Coach House: You’re a highly regarded filmmaker. What made you make the leap to fiction? How is the process different for each?
Mike:I recently heard a brain researcher describe her stroke: from one moment to the next she flipped between a blissful state where she was unable to see where her body stopped and the world began, and a righteous panic as she registered the cold fact of having a stroke. The panic, the cold facts and the inexorable sense that I am monitoring a situation that I have no control over, all this is familiar from my movie making.
[For instance] a little over a year ago, my friend and long-time editor Mark Karbusicky died suddenly and unexpectedly. I have been living inside his fatal decision, visiting his family and friends, retracing the steps. The small pictures that have been gathered through these encounters will not be enough, but they are an offering, an attempt to make a place where my friend can come and visit again. To leave a trace.
The writing of this novel, on the other hand, has arrived as a rare pleasure and relief. To be relieved of the sharp grief, the burden of appointments, the disappointments of technology. Instead I could follow words that moved easily from the keyboard onto the page, as if their stencils or outlines were already there, and I was filling them in. The process of writing was like being given a children’s colouring book, with the forms already in place. All I had to do was take up the crayons.
Coach House: It’s widely known that you’ve been HIV-positive for some time. Is this a subject you’ve tackled before in film? Is it difficult to write about? How present is the real Mike Hoolboom in the novel? We love especially that you’ve brought a fine sense of humour to it the comic AIDS novel is somewhat of an anomaly
Mike: Yes, AIDS and movies have been a long duet in my work.
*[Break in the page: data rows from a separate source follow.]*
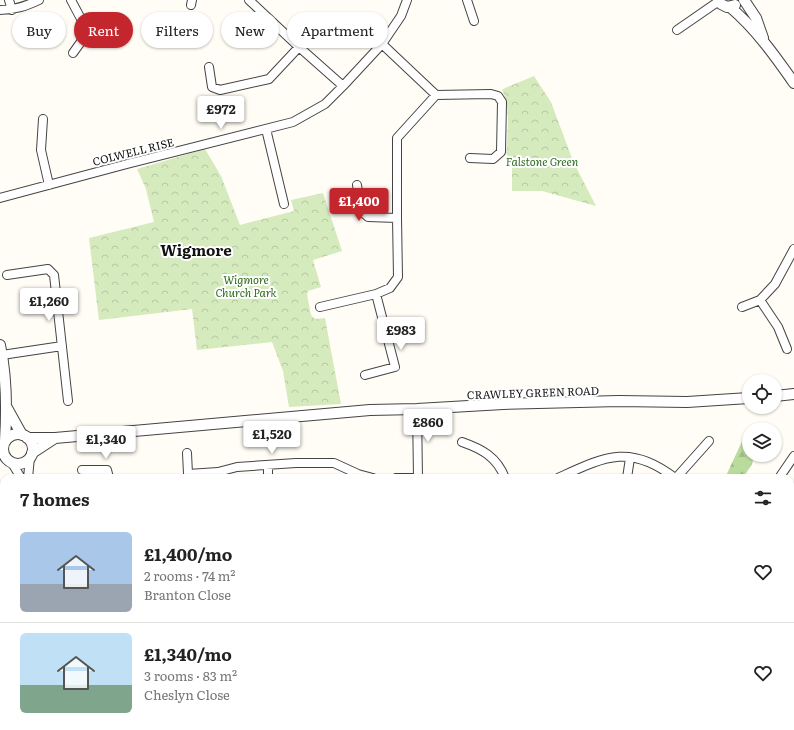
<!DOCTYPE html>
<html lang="en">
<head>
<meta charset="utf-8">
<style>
  :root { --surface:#fff; --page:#f2f2f2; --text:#222; --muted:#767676; --line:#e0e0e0; --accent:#c4262e }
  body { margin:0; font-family:Literata,serif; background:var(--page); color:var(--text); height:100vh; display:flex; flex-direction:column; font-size:15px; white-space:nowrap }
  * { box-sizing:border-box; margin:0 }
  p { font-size:13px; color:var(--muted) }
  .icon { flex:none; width:22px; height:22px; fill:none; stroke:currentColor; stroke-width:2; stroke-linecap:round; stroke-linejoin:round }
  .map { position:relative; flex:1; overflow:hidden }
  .side { position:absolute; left:0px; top:474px; width:794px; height:256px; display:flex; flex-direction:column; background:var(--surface); border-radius:12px 12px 0 0; box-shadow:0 1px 3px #0004 }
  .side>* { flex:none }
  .banner { position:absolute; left:12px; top:12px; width:400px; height:36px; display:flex; gap:8px }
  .controls { position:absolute; left:742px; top:374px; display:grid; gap:8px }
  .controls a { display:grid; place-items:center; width:40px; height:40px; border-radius:50%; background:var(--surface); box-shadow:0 1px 3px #0004; font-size:20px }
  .price { position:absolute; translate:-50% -34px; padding:0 9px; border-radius:4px; background:#fff; color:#222; font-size:13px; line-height:26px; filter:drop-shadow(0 1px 2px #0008) }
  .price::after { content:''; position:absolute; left:50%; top:24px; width:12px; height:9px; margin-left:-6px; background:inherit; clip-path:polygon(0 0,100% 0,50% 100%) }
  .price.selected { background:var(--accent); color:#fff }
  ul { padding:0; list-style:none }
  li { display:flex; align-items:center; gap:12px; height:100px; padding:0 20px }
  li+li { border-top:1px solid var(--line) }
  li span { display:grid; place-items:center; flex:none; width:112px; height:80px; border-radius:6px; color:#555 }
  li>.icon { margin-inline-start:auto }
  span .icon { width:48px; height:48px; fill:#fffc; stroke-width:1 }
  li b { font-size:17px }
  h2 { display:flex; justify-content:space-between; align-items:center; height:48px; padding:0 20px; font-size:17px }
  .tag { padding:0 14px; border-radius:18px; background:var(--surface); box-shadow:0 1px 3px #0004; font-size:14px; line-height:36px }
  .tag.selected { background:var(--accent); color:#fff }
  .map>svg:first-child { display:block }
  .farmland { fill:url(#farmland-furrows) }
  .forest { fill:url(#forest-firs) }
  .park { fill:url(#park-crowns) }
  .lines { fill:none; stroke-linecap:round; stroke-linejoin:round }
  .minor-casing { stroke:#444; stroke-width:10 }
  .tertiary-casing { stroke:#444; stroke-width:12 }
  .minor { stroke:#fff; stroke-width:8 }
  .tertiary { stroke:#fff; stroke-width:10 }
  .labels { text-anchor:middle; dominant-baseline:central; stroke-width:4; stroke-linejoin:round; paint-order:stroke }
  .street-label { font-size:11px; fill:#111; stroke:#fff }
  .park-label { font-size:11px; font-style:italic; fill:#2f6b1f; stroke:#fff }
  .district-label { font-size:15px; font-weight:bold; fill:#111; stroke:#fff }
</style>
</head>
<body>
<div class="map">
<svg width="794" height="730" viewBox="0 0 794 730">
  <defs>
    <pattern id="farmland-furrows" width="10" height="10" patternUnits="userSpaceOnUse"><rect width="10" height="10" fill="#f6f3d4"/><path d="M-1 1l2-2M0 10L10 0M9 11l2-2" fill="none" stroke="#d2cfb5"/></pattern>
    <pattern id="forest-firs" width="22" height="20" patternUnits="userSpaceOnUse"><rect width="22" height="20" fill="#b9dc9c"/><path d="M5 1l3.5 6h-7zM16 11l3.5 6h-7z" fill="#9ebc85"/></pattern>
    <pattern id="park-crowns" width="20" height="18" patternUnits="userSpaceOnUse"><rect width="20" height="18" fill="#d5ebbd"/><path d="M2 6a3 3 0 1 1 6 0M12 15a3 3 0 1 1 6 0" fill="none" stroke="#b6c8a1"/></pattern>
  </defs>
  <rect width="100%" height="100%" fill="#fffdf5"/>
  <path class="farmland" d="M0 649 4 653V726H94L99 730H0Z"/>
  <path class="forest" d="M749 433V455H754L752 464 743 478H725L745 435Z
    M204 726H267L258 730H193Z
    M462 726H559L560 730H464Z"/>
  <path class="park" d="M534 76 551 102 573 161 596 206 542 191H512V163L506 153 507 147C507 129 511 107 502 90L505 88Z
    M205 149 221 176 240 225 294 211 291 200 323 193 342 251 313 260 321 287 308 291 307 294 311 315 315 319 325 318 341 404 289 407 283 371 272 342 197 350 192 309 99 320 89 238 154 222 146 189 137 169Z
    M349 726H462L464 730H350Z"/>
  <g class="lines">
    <defs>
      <path id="minor" d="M9 0 12 10
        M71 0 88 32 115 25
        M249 0 299 47 343 86
        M467 0 474 21
        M191 5 192 0
        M0 10C15 10 26 6 39 0
        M677 30 719 1
        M73 53 88 32
        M209 67 212 87 220 90 269 79 299 47
        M436 95 491 94 498 96 502 102 501 152 493 159 470 158
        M43 119 41 150 49 185
        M266 129 284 204
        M357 185 361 211 368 217 397 218
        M0 198 127 164 293 122 325 104 343 86 382 44 401 16 407 0
        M7 275 48 269 54 275 68 401
        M760 300 778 327 787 349
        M320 307 376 294 390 288 398 277 397 218V138L436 95 382 44
        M742 307 760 300 775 284 794 249
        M2 355 62 346
        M365 375 395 367 376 294
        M417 409 418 478
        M462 442C482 449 497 457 505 478
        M187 453 188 474
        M12 463 21 478
        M268 465V478
        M82 470H107L109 478
        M28 478 30 457
        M189 478 188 474 218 472 237 467 296 463H334L358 474 373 478
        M396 478H418
        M558 478C604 457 630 443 675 478
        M627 478 630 458
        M676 478 709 441
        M779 478 794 456
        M0 518 4 517
        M790 526 794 529
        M790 609 794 611
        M585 726 588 730
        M682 727 689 730"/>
      <path id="tertiary" d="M719 0 721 4 727 7 735 5
        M744 0 756 18 763 38
        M730 7C756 29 775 56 794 83
        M0 345C7 377 7 409 5 441
        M775 396 794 394
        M7 408 22 435
        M3 449a15 15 0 1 1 30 0a15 15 0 1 1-30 0Z
        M27 438H55L370 410 417 409 503 404 619 401 687 402 749 398
        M32 453 55 438
        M790 650 794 642
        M762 730 763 726"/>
    </defs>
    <use href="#minor" class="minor-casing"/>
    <use href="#tertiary" class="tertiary-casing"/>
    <use href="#minor" class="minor"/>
    <use href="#tertiary" class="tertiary"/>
  </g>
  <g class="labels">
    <g class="street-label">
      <text transform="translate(133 151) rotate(-14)">COLWELL RISE</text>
      <text transform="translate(533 392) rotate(-2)">CRAWLEY GREEN ROAD</text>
    </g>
    <g class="park-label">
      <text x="542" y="161">Falstone Green</text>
      <text x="246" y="279">Wigmore<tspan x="246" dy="13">Church Park</tspan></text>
    </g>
    <g class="district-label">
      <text x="196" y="249">Wigmore</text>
    </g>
  </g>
</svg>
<div class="controls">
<a><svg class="icon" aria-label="locate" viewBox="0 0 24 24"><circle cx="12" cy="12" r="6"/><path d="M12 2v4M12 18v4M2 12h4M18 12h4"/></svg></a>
<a><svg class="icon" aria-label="layers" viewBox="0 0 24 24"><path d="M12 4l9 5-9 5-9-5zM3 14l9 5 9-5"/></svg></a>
</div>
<b class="price" style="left:221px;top:130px">£972</b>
<b class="price selected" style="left:359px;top:222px">£1,400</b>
<b class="price" style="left:49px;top:322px">£1,260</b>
<b class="price" style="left:401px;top:351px">£983</b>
<b class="price" style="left:428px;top:443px">£860</b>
<b class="price" style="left:272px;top:455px">£1,520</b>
<b class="price" style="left:106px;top:460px">£1,340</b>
<div class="banner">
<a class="tag">Buy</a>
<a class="tag selected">Rent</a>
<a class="tag">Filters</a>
<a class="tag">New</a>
<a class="tag">Apartment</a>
</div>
<section class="side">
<h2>7 homes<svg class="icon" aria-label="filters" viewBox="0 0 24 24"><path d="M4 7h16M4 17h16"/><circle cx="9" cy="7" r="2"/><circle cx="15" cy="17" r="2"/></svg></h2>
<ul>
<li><span style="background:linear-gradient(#a9c7e8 65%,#9aa5b1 0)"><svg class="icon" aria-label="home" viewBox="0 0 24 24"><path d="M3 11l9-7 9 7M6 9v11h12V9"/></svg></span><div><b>£1,400/mo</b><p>2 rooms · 74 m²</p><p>Branton Close</p></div><svg class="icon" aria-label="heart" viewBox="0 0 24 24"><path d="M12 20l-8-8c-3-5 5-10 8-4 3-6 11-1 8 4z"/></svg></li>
<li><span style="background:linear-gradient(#bfe0f5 65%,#7fa58c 0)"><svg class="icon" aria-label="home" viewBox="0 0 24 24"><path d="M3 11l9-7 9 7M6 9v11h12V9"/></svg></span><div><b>£1,340/mo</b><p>3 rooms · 83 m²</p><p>Cheslyn Close</p></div><svg class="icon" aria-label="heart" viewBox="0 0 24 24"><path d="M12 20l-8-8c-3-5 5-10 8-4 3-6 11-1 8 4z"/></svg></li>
</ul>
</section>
</div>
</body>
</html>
I’ve won the award for best Canadian short twice at the Toronto International Film Festival, the first time for Frank’s Cock (1993), the second time for Letters from Home (1996), and both movies are about AIDS. There was also Valentine’s Day (1994), a dystopic AIDS-quarantine sci-fi feature, and Panic Bodies (1998), an episodic feature-length suite that began with a four-screen meditation on AIDS. Unlike most illnesses, this one will not be leaving me, it is also me, my identity, and has been for more than twenty years now.
I think it was Godard (as usual) who said that in order to make a work of fiction, it is necessary to begin with documentary, and vice versa. How much of me is there in the book? If it’s true what Lacan says, that the unconscious is structured like a language, then this book machine holds the secret of my structure, it shows the way I gather and arrange words to create meaning. But it is not a transposition of lived events, not at all. There are some who can go out and adventure and then sit home in their recovery and scribble it all down, and others who might make, from the barest suggestion of an adventure, a whole other world. While I long to adventure, I am more at home in the second group.
Coach House: In the novel, Auden and Steve are constructing a machine in the form of a book. Can you tell us a little about what this machine will do?
Mike: The novel follows a trajectory from illness to health, and one of the signs of this brimming new health is a new inner voice. In the cartoons of my youth this was typically depicted by a pitchfork-wielding, red leather devil perched on one shoulder whispering schemes. You are unworthy of love. You are not beautiful. You are not working hard enough. We all have these voices sounding off inside, telling and telling again a narrative that has attached itself to our identity. For many of us, this voice and its cruel truths are the root of who we really’ are. This book offers a way out of this impasse: via careful reading, the voice of the reader may be replaced with another voice, no longer needing to fill every available moment with judgments and off-screen commentary. Instead, it offers the hope of a consoling quietude.